Iludida desilusão ou o amor e a razão num copo ?



Iludida desilusão  ou o amor e a razão num copo ?


Eram cerca das quatro da tarde, o tempo estava nublado e não iria só. Peguei minha mochila, uma garrafa de vinho, um queijo, pão, uma garrafa de água e no espaço que sobrou, a minha gata Sarkye, cabeça para fora da mochila para apreciar a paisagem. Ela é um animal sentimental e eu também. A diferença está no pelo dela que é muito mais bonito do que a minha pele. Não fosse a roupa que uso, eu nu seria muito mais impressionante do que ela que nem usa roupa, mas certamente menos natural do que ela que não conhece tecnologia e tem saber limitado. Depende de quem olha para quem, se eu para ela, se ela para mim. Um de nós estamos certos.

Fomos passear. Eu para meditar, ela para dormir e curtir um sol ao meu lado, com seu faro curto procurando algo que se mexesse e representasse perigo. Miaria e certamente eu não daria importância a menos que fosse um cachorro. As onças que aqui habitavam, outros animais muito mais parecidos comigo do que com ela, já as tinham exterminado há muito. Animais não destroem a natureza, mas os animais parecidos comigo destroem e muito. São mais animais que minha gata animal.
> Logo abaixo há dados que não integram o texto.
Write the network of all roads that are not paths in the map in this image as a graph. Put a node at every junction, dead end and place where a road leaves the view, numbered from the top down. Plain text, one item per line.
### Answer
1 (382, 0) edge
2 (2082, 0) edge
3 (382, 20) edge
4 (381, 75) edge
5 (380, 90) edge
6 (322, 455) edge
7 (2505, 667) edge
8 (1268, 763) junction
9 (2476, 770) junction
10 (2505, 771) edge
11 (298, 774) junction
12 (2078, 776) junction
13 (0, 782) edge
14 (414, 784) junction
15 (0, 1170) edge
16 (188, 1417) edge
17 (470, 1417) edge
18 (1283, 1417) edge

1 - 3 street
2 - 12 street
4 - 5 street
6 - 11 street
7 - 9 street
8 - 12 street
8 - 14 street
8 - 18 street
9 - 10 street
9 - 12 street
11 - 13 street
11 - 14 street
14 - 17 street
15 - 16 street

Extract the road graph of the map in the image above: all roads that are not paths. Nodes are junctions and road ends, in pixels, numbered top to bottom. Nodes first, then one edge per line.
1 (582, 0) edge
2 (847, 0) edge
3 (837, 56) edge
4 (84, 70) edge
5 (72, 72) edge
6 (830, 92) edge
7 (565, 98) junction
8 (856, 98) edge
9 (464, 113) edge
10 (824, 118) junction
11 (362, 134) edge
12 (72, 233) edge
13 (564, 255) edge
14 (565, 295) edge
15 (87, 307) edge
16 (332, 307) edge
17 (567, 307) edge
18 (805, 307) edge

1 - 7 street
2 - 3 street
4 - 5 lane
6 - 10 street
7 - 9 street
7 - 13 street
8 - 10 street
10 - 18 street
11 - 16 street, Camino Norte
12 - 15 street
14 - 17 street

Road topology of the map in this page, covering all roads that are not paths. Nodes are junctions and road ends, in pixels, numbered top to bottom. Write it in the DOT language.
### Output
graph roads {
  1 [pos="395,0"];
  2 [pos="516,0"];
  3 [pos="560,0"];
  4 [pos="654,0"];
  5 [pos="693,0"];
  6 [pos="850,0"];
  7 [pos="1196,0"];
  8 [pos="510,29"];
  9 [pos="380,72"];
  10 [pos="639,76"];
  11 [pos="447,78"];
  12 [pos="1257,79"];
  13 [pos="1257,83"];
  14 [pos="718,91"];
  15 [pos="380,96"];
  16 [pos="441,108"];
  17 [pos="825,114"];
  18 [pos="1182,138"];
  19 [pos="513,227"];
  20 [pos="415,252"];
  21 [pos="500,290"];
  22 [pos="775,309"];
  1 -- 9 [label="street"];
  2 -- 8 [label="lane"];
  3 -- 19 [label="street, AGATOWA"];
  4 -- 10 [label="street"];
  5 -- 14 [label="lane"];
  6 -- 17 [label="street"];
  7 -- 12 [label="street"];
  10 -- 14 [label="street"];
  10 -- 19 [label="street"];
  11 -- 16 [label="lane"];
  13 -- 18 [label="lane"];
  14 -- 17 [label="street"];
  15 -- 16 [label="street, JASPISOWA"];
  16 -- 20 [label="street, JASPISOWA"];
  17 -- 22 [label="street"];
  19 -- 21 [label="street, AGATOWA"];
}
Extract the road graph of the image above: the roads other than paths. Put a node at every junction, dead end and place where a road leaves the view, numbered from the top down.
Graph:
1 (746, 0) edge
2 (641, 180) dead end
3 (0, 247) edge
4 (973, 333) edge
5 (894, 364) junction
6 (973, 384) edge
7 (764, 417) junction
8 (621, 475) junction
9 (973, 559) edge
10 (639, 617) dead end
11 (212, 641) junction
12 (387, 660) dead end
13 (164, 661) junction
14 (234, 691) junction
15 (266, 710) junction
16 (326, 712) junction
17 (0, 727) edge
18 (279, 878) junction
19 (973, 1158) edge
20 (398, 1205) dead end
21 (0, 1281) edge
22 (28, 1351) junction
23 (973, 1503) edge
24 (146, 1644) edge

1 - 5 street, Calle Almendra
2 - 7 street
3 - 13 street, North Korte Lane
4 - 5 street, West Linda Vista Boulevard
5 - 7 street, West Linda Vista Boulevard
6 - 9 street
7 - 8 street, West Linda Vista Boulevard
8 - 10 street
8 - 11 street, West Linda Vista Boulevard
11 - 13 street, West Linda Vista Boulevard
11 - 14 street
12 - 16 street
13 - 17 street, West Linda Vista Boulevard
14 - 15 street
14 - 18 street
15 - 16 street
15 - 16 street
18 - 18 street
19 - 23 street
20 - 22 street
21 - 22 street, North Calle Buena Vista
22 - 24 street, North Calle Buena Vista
Ao pegar o copo e verter-lhe o vinho, me ocorreu a primeira indagação: Porque não nos acertamos – na verdade eu queria dizer porque é que eu não me acerto, mas isso não é característica apenas minha, ou seria prerrogativa? – com as mulheres por muito tempo. Fiquei pensando nisso enquanto olhava as ondas do mar. Eram ondas sucessivas umas atrás das outras, sempre num ritmo de sete, como se fosse uma menorá, Não de chamas do Eterno, mas de espumas semoventes encristadas em água. Água e espuma juntas, inseparáveis. Tinha ficado casado por 31 anos, e nem antes nem depois as mulheres duravam muito em minha vida. Muitas e várias explicações como dezenas de menorás ardentes me ocorreram, de reminiscências dos livros sagrados, do meu quotidiano, de livros de ontem de hoje e até de amanhã que abordaram, abordam e abordarão o mesmo tema. Porque não nos acertamos para toda a vida? E já ia no quarto copo, o pão pela metade, minha gata sem aviso de que ficaríamos até o sol se por e sem ração, sem reclamar. Parece que os animais entendem nossas necessidades e não reclamam, apenas se adaptam às circunstâncias.  Dei-lhe um pedaço de queijo em resposta a um seu miado, como se fosse um rato. Ratos gostam de queijo e Sarkye também, o que não faz dela um rato, assim como também não me faz a mim, mas nós somos muito simplistas e lineares. Somos capazes de identificar as pessoas por sua aparência sem nos aprofundarmos muito, ou o necessário, em nosso íntimo.  Vestiu como puta, é puta. Desmunhecou, é viado. É o poder do “conhecimento”, típico de quem não consegue reconhecer a diferença entre uma menorah e uma chanukiá [1], com mais dois braços que a menorá.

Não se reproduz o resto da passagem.